E esses advogados do povo que são atingidos pelo velho Estado, não o são à toa, também é no mesmo sentido da aplicação do Direito Penal como direito a ser aplicado ao inimigo. E então, na mesma razão, perseguem aqueles que exatamente incomodam por também não se submeterem ao regime do velho estado e denunciam pelas suas entranhas, a sua podridão e a sua farsa. A própria defesa do dito e propalado Estado Democrático de Direito é uma farsa.

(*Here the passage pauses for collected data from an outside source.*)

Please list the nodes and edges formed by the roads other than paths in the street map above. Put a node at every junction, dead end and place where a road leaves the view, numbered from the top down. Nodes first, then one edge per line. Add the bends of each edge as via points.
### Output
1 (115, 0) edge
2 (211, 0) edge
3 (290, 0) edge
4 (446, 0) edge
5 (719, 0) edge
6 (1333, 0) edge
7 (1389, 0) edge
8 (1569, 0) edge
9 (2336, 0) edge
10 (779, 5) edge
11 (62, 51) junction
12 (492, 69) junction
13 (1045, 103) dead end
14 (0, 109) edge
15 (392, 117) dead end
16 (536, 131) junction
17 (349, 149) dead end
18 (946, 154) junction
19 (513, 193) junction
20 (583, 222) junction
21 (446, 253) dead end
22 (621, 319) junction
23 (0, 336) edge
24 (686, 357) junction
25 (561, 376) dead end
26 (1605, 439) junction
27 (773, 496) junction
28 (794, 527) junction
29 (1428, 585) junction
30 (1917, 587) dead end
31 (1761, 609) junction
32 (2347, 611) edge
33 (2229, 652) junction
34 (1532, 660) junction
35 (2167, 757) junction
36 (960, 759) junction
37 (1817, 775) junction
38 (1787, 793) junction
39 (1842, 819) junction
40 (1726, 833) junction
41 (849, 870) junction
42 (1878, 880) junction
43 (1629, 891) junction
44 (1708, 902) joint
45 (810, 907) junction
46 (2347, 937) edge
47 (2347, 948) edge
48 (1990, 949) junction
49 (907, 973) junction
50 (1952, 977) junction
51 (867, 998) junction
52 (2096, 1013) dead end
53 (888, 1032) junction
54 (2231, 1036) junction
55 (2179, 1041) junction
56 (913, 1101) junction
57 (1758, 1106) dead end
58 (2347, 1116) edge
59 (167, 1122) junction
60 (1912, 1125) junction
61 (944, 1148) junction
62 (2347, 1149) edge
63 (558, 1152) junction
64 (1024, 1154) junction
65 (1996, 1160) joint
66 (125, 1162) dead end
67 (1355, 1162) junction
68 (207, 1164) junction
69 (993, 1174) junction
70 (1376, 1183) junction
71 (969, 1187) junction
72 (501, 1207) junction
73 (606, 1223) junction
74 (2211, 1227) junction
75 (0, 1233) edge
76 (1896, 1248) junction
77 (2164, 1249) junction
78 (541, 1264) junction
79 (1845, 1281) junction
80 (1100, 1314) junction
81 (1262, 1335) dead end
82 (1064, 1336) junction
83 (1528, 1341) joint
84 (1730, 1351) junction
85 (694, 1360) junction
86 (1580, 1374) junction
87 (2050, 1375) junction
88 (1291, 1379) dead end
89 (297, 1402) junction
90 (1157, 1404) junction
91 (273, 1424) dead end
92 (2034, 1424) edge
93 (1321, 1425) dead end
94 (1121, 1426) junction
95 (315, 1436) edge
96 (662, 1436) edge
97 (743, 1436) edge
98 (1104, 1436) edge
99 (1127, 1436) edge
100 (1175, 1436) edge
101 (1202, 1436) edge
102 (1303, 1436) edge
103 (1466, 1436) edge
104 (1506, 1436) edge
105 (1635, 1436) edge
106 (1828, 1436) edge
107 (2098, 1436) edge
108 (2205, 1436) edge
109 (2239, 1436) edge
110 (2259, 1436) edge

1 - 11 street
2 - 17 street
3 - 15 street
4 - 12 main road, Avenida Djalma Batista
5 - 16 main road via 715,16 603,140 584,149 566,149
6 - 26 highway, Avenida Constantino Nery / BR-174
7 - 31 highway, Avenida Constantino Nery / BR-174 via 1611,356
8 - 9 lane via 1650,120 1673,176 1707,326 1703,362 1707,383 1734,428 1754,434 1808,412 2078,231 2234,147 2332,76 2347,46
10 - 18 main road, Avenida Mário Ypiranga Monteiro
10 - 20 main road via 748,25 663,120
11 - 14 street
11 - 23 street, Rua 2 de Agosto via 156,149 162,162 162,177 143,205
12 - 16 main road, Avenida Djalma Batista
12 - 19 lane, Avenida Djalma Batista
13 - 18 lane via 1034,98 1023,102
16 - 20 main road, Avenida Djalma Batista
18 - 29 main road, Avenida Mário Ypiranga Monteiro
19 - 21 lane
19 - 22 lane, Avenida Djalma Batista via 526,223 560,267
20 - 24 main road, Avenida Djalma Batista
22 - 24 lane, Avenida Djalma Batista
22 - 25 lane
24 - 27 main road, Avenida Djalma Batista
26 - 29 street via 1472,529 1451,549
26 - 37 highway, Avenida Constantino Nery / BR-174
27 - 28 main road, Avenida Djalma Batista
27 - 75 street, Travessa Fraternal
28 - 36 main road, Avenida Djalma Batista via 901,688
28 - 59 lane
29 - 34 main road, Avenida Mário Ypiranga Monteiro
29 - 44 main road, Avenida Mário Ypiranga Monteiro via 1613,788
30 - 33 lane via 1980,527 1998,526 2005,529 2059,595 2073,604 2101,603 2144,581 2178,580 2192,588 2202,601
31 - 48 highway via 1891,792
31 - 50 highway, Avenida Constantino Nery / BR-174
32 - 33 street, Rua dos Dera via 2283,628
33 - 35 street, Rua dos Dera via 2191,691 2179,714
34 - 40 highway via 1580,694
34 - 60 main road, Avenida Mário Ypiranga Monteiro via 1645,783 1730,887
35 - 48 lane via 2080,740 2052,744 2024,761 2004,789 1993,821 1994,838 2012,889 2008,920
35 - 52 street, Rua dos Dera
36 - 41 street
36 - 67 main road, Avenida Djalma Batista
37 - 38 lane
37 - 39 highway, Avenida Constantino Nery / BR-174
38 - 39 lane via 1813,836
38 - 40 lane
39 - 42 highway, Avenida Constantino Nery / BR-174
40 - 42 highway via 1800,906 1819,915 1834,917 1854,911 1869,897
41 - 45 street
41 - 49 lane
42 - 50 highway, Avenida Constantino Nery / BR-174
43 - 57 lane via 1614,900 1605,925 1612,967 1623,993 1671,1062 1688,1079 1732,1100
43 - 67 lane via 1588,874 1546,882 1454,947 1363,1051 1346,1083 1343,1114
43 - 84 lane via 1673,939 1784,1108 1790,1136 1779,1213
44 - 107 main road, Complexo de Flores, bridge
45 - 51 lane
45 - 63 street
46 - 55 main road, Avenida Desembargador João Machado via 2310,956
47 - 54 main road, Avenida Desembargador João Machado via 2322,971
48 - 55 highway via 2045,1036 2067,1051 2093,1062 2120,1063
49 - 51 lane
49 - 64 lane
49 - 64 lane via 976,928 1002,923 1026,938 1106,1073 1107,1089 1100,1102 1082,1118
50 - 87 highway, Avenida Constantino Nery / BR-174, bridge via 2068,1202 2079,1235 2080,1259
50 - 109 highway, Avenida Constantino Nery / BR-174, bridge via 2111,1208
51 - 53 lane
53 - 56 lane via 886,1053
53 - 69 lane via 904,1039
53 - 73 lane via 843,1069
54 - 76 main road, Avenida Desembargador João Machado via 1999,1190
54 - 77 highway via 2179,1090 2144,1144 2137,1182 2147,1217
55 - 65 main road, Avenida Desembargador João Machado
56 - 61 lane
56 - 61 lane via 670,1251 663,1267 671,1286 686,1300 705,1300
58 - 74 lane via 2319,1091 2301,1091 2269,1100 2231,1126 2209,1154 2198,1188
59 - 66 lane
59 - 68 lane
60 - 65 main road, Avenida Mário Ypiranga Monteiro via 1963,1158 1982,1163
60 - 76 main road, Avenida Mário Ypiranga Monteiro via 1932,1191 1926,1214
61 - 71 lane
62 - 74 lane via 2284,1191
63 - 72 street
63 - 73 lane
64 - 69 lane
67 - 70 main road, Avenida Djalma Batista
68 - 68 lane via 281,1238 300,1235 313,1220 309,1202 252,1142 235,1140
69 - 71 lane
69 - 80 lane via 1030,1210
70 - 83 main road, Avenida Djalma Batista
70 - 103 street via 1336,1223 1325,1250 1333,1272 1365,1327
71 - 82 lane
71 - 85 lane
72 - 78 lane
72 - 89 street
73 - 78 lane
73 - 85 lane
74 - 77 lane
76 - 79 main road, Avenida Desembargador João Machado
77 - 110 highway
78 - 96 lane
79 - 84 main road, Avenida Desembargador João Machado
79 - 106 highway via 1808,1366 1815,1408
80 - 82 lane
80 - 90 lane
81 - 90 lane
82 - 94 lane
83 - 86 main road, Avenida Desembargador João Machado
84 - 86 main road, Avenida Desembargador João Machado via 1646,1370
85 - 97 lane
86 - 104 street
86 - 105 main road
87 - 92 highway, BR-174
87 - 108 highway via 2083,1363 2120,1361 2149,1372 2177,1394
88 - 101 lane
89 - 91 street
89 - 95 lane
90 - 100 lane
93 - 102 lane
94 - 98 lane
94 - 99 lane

No entanto, se acham extremamente progressistas aqueles que se agarram nessa farsa, onde nós somos obrigados sempre a perguntar: o direito democrático para quem? ditadura para quem? e democracia para quem? É nesse contexto que se dá a perseguição à militância e aos advogados populares que contundem na luta o velho estado, portanto, as marcas dessa perseguição elas são medalhas que a gente carrega e que é sinal que a gente cumpriu de alguma maneira nosso papel, senão eles não teriam se incomodado conosco, nem com os movimentos que eles perseguem nem os advogados que eles também igualmente perseguem, é uma luta continua.
Não podemos nos conformar de maneira nenhuma com isso que está acontecendo e que haverá de acontecer muito mais. Porque a tendência nesse estado de coisas é a luta do povo aumentar. A Abrapo mesmo tenta se preparar para esse momento que nós vislumbramos porque é sensível ao nosso trabalho a intensificação deste processo de criminalização da luta do povo à medida em que ela avança. Porque isso é uma questão de dupla via, na medida que aumenta também a repressão, aumenta a luta e haverá de aumentar com certeza o trabalho dos advogados do povo.
Então não só a gente vai defender estes lá estão presos agora, estes presos políticos, mas também convidamos a juventude a se engajar e vir engrossar as fileiras dos advogados do povo. Nós estamos precisando de mão de obra vigorosa, inteligente e de gente comprometida com a causa para dar prosseguimento a essa luta e servir de braços nessa tropa de advogados que vai ter que estar pronta para outros momentos que hão de advir aí em nosso país.